Seeking to safeguard the provision of adequate amounts of safe drinking water by concurrently advancing treatability assessment and contemporary source water protection strategies that are focused on treatability (thereby integrating grey and green infrastructure), the pan-Canadian and internationally-partnered forWater Network was formed to develop innovative solutions for climate change adaptation to ensure drinking water security in Canada. This presentation will summarize the past five years of forWater research and highlight key pan-Canadian insights regarding forest harvesting effects on source water quality and treatability, strategies for improved integrated watershed management, key water quality metrics for linking source water disturbance impacts to treatment challenges and strategies for assessing treatability and managing risks. These initiatives recently resulted in a global first: the inclusion of two new voluntary targets in a recent Canadian Forest Management Plan—the details of this innovation and opportunities to advance upon it will also be discussed.
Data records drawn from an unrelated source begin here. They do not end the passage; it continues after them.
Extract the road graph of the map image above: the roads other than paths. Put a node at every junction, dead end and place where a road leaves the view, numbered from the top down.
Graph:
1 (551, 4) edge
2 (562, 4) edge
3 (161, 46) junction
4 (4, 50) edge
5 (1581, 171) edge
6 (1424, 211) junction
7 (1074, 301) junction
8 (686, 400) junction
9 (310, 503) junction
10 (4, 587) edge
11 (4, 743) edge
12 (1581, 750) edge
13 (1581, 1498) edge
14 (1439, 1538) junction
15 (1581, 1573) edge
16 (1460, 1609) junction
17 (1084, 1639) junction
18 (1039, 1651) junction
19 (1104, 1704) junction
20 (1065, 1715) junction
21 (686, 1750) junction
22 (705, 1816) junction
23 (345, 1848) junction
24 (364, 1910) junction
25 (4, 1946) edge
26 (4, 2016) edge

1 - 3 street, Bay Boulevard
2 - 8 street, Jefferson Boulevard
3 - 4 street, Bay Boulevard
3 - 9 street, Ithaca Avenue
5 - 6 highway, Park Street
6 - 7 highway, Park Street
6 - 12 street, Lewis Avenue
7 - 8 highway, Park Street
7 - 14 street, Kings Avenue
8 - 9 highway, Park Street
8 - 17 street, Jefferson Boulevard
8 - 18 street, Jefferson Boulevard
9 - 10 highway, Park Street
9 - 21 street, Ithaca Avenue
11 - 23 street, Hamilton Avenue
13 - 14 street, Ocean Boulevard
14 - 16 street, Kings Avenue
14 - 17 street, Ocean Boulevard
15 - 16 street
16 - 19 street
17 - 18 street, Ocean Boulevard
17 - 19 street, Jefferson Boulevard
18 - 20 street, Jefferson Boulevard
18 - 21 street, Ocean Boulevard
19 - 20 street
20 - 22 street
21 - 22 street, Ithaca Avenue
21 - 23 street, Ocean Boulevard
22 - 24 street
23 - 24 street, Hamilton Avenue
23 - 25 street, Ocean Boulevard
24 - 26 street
Monica Emelko is a Professor of Environmental Engineering and Canada Research Chair in Water Science, Technology & Policy at the University of Waterloo, where she also serves as the Director of the Water Science, Technology & Policy Group. In addition, Monica is the Associate Director of Climate Risk, Resilience, and Adaptation at the Waterloo Climate Institute. Monica’s research is focused on drinking water supply and treatment, and risk analysis for public health protection.